--- Requirement ---
Only the text of the records belongs in the answer; the pictures must be dropped.
*** Opening Record set ***
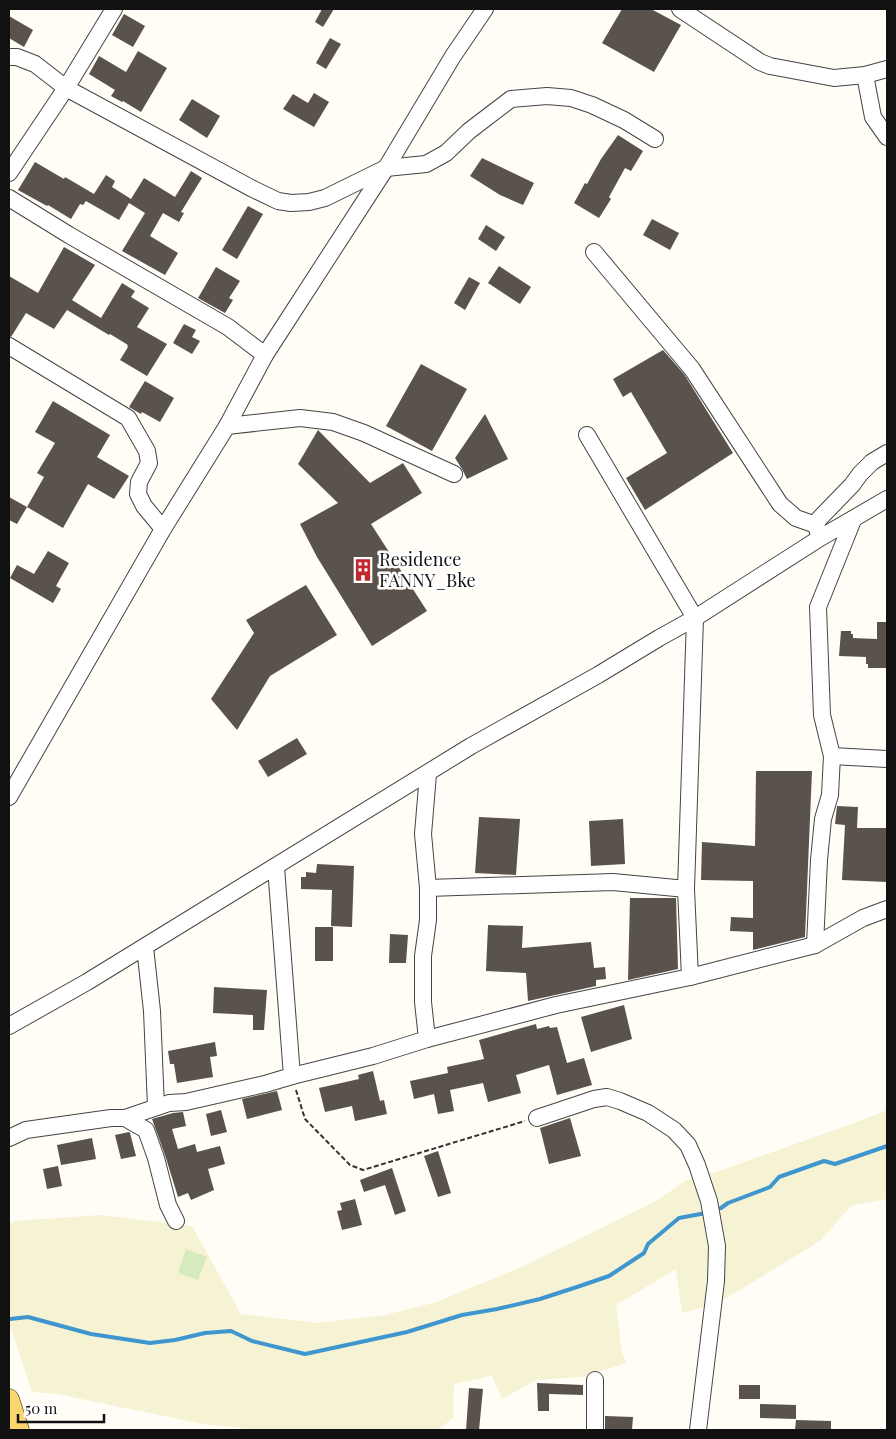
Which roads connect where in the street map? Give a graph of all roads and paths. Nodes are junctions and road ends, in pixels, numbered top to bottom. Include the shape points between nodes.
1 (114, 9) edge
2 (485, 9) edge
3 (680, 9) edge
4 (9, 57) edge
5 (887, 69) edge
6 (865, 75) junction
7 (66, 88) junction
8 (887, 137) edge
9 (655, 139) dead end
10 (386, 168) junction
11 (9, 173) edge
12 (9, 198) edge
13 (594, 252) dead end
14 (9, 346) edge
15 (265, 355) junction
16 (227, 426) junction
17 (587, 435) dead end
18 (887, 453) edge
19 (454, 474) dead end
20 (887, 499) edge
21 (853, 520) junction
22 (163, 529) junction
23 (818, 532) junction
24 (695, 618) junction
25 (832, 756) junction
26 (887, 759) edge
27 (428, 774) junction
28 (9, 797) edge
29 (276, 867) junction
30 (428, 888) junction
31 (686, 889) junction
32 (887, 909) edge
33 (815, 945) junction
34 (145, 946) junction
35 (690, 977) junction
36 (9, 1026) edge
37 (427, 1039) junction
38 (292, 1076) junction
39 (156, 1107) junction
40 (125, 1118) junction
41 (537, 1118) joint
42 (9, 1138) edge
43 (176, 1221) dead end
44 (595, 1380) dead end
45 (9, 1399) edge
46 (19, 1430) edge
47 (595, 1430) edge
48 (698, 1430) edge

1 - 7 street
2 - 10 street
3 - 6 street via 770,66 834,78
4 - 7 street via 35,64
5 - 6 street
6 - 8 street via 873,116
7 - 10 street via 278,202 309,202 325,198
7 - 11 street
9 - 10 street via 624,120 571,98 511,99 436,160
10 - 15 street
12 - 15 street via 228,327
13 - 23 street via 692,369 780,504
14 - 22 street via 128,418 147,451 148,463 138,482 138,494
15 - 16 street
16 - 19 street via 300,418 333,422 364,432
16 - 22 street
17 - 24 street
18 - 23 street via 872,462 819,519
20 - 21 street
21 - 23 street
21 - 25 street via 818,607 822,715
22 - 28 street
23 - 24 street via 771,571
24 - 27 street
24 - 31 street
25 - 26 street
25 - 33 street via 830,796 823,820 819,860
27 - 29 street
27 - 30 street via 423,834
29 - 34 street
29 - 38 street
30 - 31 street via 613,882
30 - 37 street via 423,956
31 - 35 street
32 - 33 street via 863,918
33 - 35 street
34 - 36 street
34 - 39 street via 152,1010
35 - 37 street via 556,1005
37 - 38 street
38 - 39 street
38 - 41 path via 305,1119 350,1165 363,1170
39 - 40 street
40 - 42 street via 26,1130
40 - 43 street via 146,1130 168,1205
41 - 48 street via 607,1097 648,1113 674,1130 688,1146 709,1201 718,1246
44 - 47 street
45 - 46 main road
*** Closing Record set ***
--- Answer to this problem ---
Which roads connect where in the street map? Give a graph of all roads and paths. Nodes are junctions and road ends, in pixels, numbered top to bottom. Include the shape points between nodes.
1 (114, 9) edge
2 (485, 9) edge
3 (680, 9) edge
4 (9, 57) edge
5 (887, 69) edge
6 (865, 75) junction
7 (66, 88) junction
8 (887, 137) edge
9 (655, 139) dead end
10 (386, 168) junction
11 (9, 173) edge
12 (9, 198) edge
13 (594, 252) dead end
14 (9, 346) edge
15 (265, 355) junction
16 (227, 426) junction
17 (587, 435) dead end
18 (887, 453) edge
19 (454, 474) dead end
20 (887, 499) edge
21 (853, 520) junction
22 (163, 529) junction
23 (818, 532) junction
24 (695, 618) junction
25 (832, 756) junction
26 (887, 759) edge
27 (428, 774) junction
28 (9, 797) edge
29 (276, 867) junction
30 (428, 888) junction
31 (686, 889) junction
32 (887, 909) edge
33 (815, 945) junction
34 (145, 946) junction
35 (690, 977) junction
36 (9, 1026) edge
37 (427, 1039) junction
38 (292, 1076) junction
39 (156, 1107) junction
40 (125, 1118) junction
41 (537, 1118) joint
42 (9, 1138) edge
43 (176, 1221) dead end
44 (595, 1380) dead end
45 (9, 1399) edge
46 (19, 1430) edge
47 (595, 1430) edge
48 (698, 1430) edge

1 - 7 street
2 - 10 street
3 - 6 street via 770,66 834,78
4 - 7 street via 35,64
5 - 6 street
6 - 8 street via 873,116
7 - 10 street via 278,202 309,202 325,198
7 - 11 street
9 - 10 street via 624,120 571,98 511,99 436,160
10 - 15 street
12 - 15 street via 228,327
13 - 23 street via 692,369 780,504
14 - 22 street via 128,418 147,451 148,463 138,482 138,494
15 - 16 street
16 - 19 street via 300,418 333,422 364,432
16 - 22 street
17 - 24 street
18 - 23 street via 872,462 819,519
20 - 21 street
21 - 23 street
21 - 25 street via 818,607 822,715
22 - 28 street
23 - 24 street via 771,571
24 - 27 street
24 - 31 street
25 - 26 street
25 - 33 street via 830,796 823,820 819,860
27 - 29 street
27 - 30 street via 423,834
29 - 34 street
29 - 38 street
30 - 31 street via 613,882
30 - 37 street via 423,956
31 - 35 street
32 - 33 street via 863,918
33 - 35 street
34 - 36 street
34 - 39 street via 152,1010
35 - 37 street via 556,1005
37 - 38 street
38 - 39 street
38 - 41 path via 305,1119 350,1165 363,1170
39 - 40 street
40 - 42 street via 26,1130
40 - 43 street via 146,1130 168,1205
41 - 48 street via 607,1097 648,1113 674,1130 688,1146 709,1201 718,1246
44 - 47 street
45 - 46 main road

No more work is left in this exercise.